EXERCISE DETAILS - Your answer must be an exact transcription of the data, with every picture omitted.

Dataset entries
===
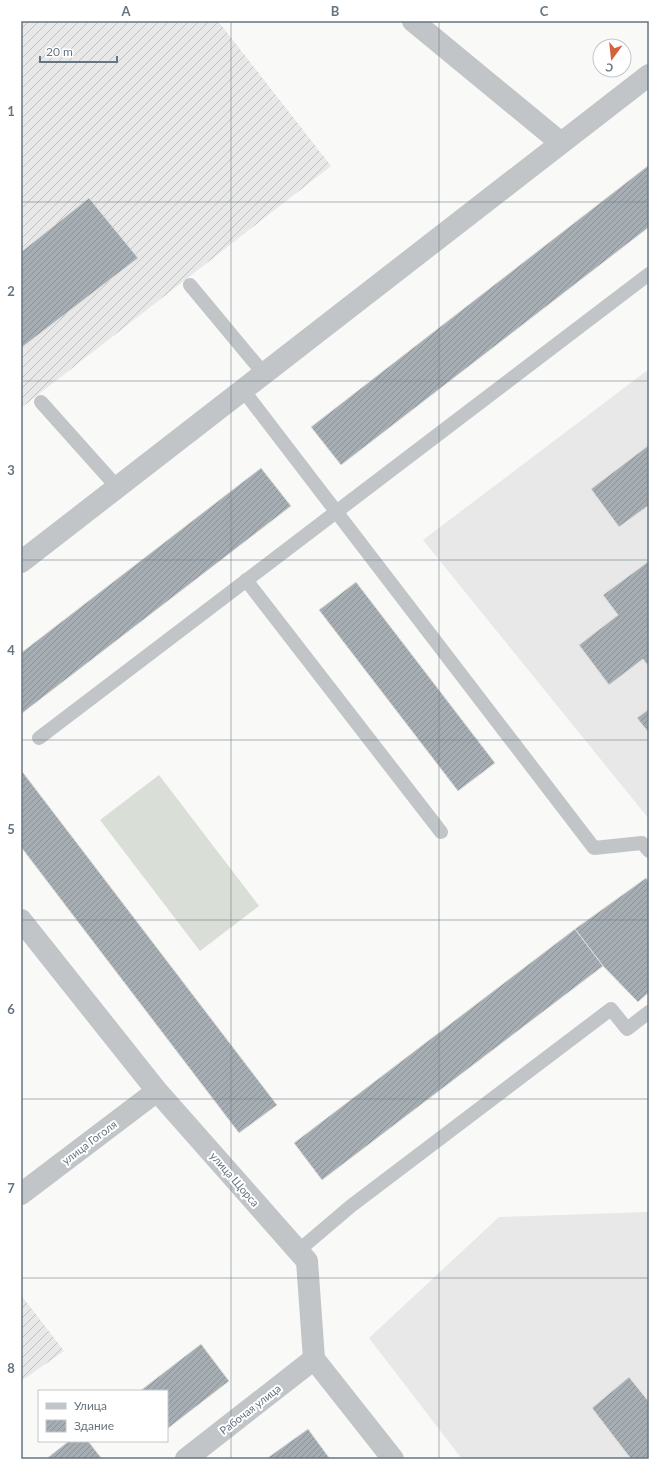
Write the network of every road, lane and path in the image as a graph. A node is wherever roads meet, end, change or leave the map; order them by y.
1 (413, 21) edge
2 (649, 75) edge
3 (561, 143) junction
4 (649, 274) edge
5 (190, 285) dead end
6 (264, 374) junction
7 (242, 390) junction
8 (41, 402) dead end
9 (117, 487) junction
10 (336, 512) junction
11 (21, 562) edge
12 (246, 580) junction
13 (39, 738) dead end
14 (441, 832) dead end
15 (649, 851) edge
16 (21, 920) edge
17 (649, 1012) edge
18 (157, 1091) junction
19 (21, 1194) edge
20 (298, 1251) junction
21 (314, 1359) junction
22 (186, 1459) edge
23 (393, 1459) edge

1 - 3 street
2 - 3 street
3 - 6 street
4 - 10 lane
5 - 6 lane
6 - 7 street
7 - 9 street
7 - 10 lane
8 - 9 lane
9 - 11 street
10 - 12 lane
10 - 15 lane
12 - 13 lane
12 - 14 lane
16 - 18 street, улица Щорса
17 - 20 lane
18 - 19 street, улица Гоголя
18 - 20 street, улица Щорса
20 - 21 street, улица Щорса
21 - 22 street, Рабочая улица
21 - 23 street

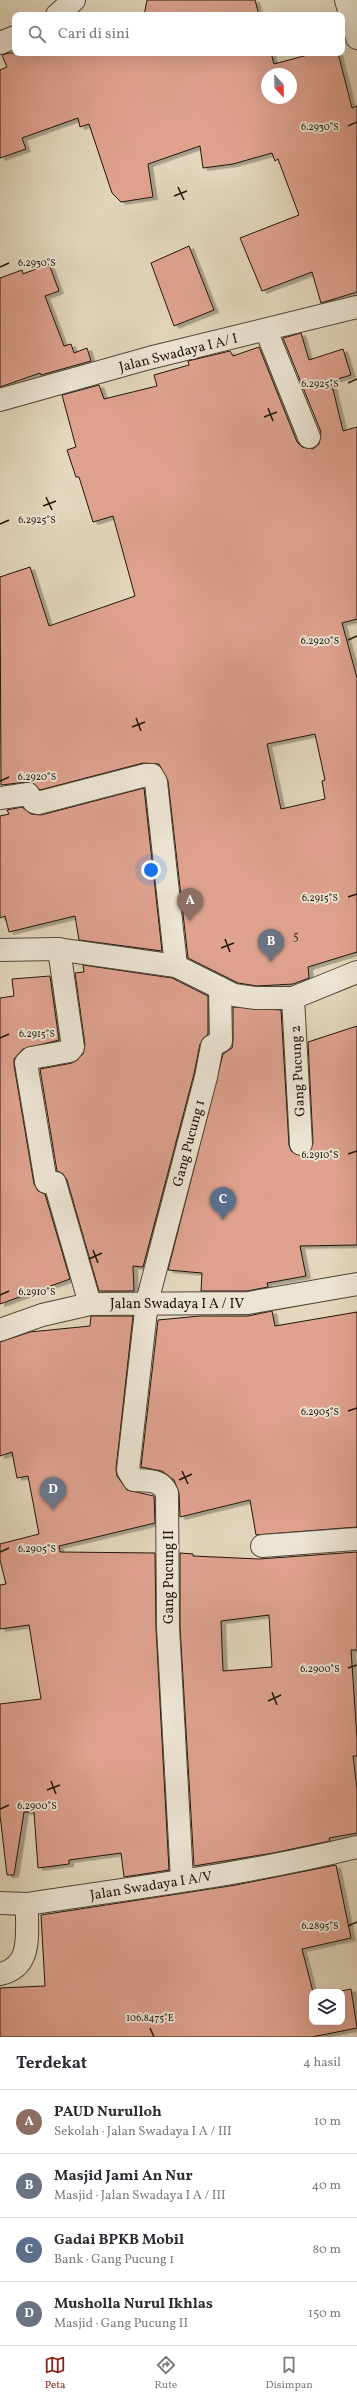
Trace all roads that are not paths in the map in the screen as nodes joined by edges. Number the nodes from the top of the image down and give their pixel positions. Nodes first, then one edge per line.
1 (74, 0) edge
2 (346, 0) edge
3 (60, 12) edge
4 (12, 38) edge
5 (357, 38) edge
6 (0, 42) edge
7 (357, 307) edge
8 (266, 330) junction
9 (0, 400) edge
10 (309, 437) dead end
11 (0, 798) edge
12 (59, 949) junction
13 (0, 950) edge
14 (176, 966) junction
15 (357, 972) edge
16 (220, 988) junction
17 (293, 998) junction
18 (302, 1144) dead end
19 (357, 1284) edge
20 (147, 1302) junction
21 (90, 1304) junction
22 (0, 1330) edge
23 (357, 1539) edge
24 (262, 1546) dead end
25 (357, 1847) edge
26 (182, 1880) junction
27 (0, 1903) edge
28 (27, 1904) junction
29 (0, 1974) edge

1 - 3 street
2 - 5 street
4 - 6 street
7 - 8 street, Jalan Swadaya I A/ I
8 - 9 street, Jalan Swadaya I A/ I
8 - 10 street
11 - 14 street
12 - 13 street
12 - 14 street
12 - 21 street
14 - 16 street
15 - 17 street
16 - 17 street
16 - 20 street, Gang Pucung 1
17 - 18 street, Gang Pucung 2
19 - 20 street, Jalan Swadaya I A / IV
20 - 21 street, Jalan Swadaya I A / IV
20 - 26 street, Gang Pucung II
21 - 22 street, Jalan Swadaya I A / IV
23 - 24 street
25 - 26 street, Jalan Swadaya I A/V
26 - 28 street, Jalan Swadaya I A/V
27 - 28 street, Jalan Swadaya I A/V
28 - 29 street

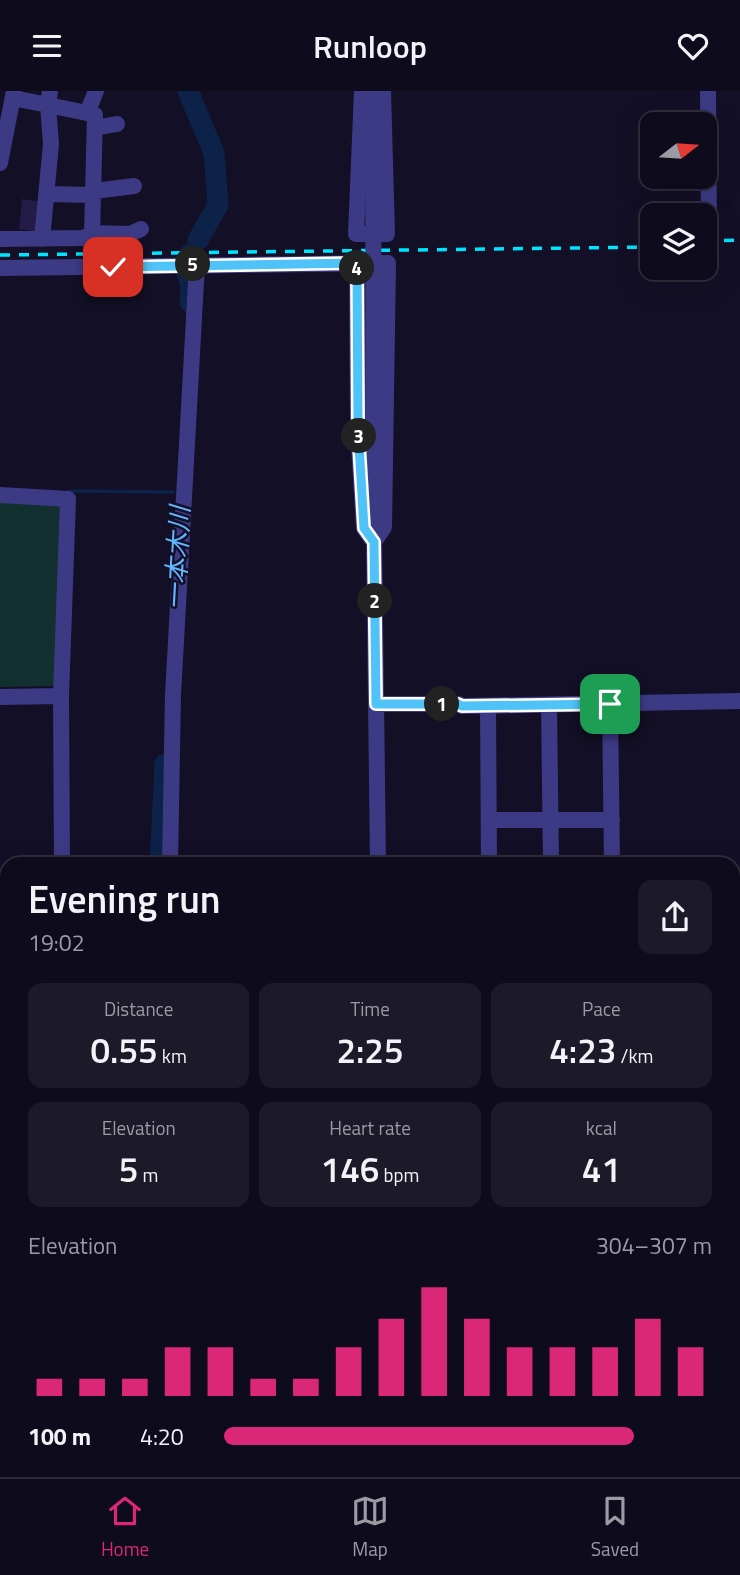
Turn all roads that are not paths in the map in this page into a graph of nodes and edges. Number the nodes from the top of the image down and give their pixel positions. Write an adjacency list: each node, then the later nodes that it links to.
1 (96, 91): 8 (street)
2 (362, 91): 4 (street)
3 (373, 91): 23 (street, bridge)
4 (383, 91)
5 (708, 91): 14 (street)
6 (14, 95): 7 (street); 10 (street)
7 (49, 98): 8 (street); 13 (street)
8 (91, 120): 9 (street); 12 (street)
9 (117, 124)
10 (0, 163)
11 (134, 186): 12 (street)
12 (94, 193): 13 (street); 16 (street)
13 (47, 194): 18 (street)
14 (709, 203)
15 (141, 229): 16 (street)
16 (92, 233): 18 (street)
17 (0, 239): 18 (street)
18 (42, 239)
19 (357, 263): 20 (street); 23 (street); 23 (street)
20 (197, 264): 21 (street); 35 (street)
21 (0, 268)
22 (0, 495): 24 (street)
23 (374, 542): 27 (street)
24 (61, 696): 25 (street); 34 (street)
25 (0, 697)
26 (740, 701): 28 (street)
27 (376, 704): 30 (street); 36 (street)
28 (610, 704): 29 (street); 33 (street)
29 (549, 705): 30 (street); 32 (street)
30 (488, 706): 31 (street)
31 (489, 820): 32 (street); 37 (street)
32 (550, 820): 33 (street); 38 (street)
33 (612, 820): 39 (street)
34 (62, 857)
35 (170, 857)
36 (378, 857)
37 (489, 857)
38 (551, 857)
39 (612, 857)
===
COMPLETED EXERCISE -
Write the network of every road, lane and path in the image as a graph. A node is wherever roads meet, end, change or leave the map; order them by y.
1 (413, 21) edge
2 (649, 75) edge
3 (561, 143) junction
4 (649, 274) edge
5 (190, 285) dead end
6 (264, 374) junction
7 (242, 390) junction
8 (41, 402) dead end
9 (117, 487) junction
10 (336, 512) junction
11 (21, 562) edge
12 (246, 580) junction
13 (39, 738) dead end
14 (441, 832) dead end
15 (649, 851) edge
16 (21, 920) edge
17 (649, 1012) edge
18 (157, 1091) junction
19 (21, 1194) edge
20 (298, 1251) junction
21 (314, 1359) junction
22 (186, 1459) edge
23 (393, 1459) edge

1 - 3 street
2 - 3 street
3 - 6 street
4 - 10 lane
5 - 6 lane
6 - 7 street
7 - 9 street
7 - 10 lane
8 - 9 lane
9 - 11 street
10 - 12 lane
10 - 15 lane
12 - 13 lane
12 - 14 lane
16 - 18 street, улица Щорса
17 - 20 lane
18 - 19 street, улица Гоголя
18 - 20 street, улица Щорса
20 - 21 street, улица Щорса
21 - 22 street, Рабочая улица
21 - 23 street

Trace all roads that are not paths in the map in the screen as nodes joined by edges. Number the nodes from the top of the image down and give their pixel positions. Nodes first, then one edge per line.
1 (74, 0) edge
2 (346, 0) edge
3 (60, 12) edge
4 (12, 38) edge
5 (357, 38) edge
6 (0, 42) edge
7 (357, 307) edge
8 (266, 330) junction
9 (0, 400) edge
10 (309, 437) dead end
11 (0, 798) edge
12 (59, 949) junction
13 (0, 950) edge
14 (176, 966) junction
15 (357, 972) edge
16 (220, 988) junction
17 (293, 998) junction
18 (302, 1144) dead end
19 (357, 1284) edge
20 (147, 1302) junction
21 (90, 1304) junction
22 (0, 1330) edge
23 (357, 1539) edge
24 (262, 1546) dead end
25 (357, 1847) edge
26 (182, 1880) junction
27 (0, 1903) edge
28 (27, 1904) junction
29 (0, 1974) edge

1 - 3 street
2 - 5 street
4 - 6 street
7 - 8 street, Jalan Swadaya I A/ I
8 - 9 street, Jalan Swadaya I A/ I
8 - 10 street
11 - 14 street
12 - 13 street
12 - 14 street
12 - 21 street
14 - 16 street
15 - 17 street
16 - 17 street
16 - 20 street, Gang Pucung 1
17 - 18 street, Gang Pucung 2
19 - 20 street, Jalan Swadaya I A / IV
20 - 21 street, Jalan Swadaya I A / IV
20 - 26 street, Gang Pucung II
21 - 22 street, Jalan Swadaya I A / IV
23 - 24 street
25 - 26 street, Jalan Swadaya I A/V
26 - 28 street, Jalan Swadaya I A/V
27 - 28 street, Jalan Swadaya I A/V
28 - 29 street

Turn all roads that are not paths in the map in this page into a graph of nodes and edges. Number the nodes from the top of the image down and give their pixel positions. Write an adjacency list: each node, then the later nodes that it links to.
1 (96, 91): 8 (street)
2 (362, 91): 4 (street)
3 (373, 91): 23 (street, bridge)
4 (383, 91)
5 (708, 91): 14 (street)
6 (14, 95): 7 (street); 10 (street)
7 (49, 98): 8 (street); 13 (street)
8 (91, 120): 9 (street); 12 (street)
9 (117, 124)
10 (0, 163)
11 (134, 186): 12 (street)
12 (94, 193): 13 (street); 16 (street)
13 (47, 194): 18 (street)
14 (709, 203)
15 (141, 229): 16 (street)
16 (92, 233): 18 (street)
17 (0, 239): 18 (street)
18 (42, 239)
19 (357, 263): 20 (street); 23 (street); 23 (street)
20 (197, 264): 21 (street); 35 (street)
21 (0, 268)
22 (0, 495): 24 (street)
23 (374, 542): 27 (street)
24 (61, 696): 25 (street); 34 (street)
25 (0, 697)
26 (740, 701): 28 (street)
27 (376, 704): 30 (street); 36 (street)
28 (610, 704): 29 (street); 33 (street)
29 (549, 705): 30 (street); 32 (street)
30 (488, 706): 31 (street)
31 (489, 820): 32 (street); 37 (street)
32 (550, 820): 33 (street); 38 (street)
33 (612, 820): 39 (street)
34 (62, 857)
35 (170, 857)
36 (378, 857)
37 (489, 857)
38 (551, 857)
39 (612, 857)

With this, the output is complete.